[Saved entries]
= Beginning of Section =
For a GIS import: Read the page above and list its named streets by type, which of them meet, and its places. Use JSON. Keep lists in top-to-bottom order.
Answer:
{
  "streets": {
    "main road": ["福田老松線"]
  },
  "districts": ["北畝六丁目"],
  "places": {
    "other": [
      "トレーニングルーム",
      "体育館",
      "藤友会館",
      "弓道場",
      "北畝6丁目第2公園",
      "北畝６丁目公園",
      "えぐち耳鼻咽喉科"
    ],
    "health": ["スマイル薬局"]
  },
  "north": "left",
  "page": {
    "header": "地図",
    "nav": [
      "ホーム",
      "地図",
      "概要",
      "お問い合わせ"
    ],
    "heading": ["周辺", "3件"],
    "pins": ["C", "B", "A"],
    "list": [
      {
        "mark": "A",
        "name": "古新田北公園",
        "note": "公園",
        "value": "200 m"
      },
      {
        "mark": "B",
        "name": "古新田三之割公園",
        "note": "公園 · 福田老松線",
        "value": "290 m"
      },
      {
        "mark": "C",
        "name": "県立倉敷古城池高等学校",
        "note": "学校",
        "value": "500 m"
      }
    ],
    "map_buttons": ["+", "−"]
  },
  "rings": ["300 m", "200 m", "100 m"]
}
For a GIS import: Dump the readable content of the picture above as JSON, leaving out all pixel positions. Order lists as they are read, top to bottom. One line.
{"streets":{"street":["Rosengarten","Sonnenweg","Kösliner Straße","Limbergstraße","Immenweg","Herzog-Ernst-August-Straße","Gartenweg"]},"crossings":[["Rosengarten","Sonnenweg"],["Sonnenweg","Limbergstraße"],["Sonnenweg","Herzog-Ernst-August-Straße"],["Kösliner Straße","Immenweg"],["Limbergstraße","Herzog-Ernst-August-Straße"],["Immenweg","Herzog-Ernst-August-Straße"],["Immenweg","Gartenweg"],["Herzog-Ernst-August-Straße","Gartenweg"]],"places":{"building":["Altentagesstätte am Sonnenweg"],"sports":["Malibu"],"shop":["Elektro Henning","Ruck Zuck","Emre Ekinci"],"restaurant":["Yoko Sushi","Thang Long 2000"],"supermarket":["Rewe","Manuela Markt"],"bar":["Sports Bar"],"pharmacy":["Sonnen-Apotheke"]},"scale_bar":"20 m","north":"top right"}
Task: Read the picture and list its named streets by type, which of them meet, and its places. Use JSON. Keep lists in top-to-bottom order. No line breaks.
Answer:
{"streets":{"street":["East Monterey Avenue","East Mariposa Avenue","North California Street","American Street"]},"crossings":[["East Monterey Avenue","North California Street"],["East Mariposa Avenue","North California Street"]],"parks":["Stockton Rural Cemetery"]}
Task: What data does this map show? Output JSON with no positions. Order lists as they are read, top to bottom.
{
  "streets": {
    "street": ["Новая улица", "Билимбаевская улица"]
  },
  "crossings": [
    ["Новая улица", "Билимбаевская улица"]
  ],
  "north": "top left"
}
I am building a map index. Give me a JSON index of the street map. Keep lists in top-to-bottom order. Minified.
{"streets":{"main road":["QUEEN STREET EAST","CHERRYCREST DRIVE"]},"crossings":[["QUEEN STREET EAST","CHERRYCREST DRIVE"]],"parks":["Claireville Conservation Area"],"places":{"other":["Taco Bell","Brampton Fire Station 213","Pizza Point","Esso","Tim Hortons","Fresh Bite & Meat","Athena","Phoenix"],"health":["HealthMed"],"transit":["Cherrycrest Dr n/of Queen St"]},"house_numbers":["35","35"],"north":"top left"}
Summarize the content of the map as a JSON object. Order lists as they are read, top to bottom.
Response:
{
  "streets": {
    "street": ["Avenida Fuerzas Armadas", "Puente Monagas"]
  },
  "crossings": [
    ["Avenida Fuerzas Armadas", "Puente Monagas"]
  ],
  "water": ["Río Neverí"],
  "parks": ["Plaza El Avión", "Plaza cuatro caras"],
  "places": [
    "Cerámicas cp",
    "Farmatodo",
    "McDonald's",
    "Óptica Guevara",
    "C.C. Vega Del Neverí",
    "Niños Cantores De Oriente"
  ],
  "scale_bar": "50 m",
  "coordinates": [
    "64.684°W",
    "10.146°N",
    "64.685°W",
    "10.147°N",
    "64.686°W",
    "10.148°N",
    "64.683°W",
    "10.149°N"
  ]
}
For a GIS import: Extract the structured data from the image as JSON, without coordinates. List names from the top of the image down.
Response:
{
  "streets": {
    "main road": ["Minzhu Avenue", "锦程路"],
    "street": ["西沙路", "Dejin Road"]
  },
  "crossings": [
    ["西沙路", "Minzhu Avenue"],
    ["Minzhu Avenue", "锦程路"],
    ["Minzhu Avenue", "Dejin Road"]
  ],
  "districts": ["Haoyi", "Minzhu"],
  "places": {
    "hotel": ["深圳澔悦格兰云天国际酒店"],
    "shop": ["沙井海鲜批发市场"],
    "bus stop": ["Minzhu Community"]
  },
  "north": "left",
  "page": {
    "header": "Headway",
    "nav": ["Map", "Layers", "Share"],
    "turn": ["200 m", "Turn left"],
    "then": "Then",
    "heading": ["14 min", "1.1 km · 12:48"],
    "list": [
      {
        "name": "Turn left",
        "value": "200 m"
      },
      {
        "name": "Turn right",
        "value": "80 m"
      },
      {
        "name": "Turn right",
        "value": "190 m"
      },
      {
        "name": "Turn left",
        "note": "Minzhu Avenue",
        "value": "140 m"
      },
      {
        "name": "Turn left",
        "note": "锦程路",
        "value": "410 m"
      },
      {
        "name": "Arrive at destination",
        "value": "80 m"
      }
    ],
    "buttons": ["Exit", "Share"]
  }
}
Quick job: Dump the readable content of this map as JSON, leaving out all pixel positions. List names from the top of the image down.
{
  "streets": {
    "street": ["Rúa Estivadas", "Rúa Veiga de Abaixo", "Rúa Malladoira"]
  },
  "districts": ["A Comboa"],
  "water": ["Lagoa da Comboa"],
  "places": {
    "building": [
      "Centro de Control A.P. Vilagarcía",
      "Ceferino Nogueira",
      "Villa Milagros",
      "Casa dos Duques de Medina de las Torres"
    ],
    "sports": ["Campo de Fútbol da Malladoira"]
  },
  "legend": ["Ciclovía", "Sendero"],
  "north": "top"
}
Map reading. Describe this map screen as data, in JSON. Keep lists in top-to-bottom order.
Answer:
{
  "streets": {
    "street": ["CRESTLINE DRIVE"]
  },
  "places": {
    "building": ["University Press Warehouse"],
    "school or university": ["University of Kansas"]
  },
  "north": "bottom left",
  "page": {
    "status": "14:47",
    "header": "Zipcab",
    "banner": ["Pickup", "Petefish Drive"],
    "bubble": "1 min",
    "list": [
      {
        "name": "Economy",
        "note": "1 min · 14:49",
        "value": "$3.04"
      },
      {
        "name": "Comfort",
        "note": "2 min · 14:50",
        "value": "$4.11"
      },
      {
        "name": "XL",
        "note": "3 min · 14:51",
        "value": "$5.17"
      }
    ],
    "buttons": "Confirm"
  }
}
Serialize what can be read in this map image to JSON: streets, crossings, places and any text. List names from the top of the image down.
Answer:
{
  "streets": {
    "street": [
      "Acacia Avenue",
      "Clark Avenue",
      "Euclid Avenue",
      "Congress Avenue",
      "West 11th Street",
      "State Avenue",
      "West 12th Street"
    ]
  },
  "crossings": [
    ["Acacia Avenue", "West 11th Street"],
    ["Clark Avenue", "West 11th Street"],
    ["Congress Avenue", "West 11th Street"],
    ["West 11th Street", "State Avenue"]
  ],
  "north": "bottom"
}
= End of Section =
- **Your task**
Among the entries above, copy exactly only the lines starting with the one containing "Map reading. Describe" and going through the one containing "Serialize what can", both ends included.

- **Response to this exercise**
Map reading. Describe this map screen as data, in JSON. Keep lists in top-to-bottom order.
Answer:
{
  "streets": {
    "street": ["CRESTLINE DRIVE"]
  },
  "places": {
    "building": ["University Press Warehouse"],
    "school or university": ["University of Kansas"]
  },
  "north": "bottom left",
  "page": {
    "status": "14:47",
    "header": "Zipcab",
    "banner": ["Pickup", "Petefish Drive"],
    "bubble": "1 min",
    "list": [
      {
        "name": "Economy",
        "note": "1 min · 14:49",
        "value": "$3.04"
      },
      {
        "name": "Comfort",
        "note": "2 min · 14:50",
        "value": "$4.11"
      },
      {
        "name": "XL",
        "note": "3 min · 14:51",
        "value": "$5.17"
      }
    ],
    "buttons": "Confirm"
  }
}
Serialize what can be read in this map image to JSON: streets, crossings, places and any text. List names from the top of the image down.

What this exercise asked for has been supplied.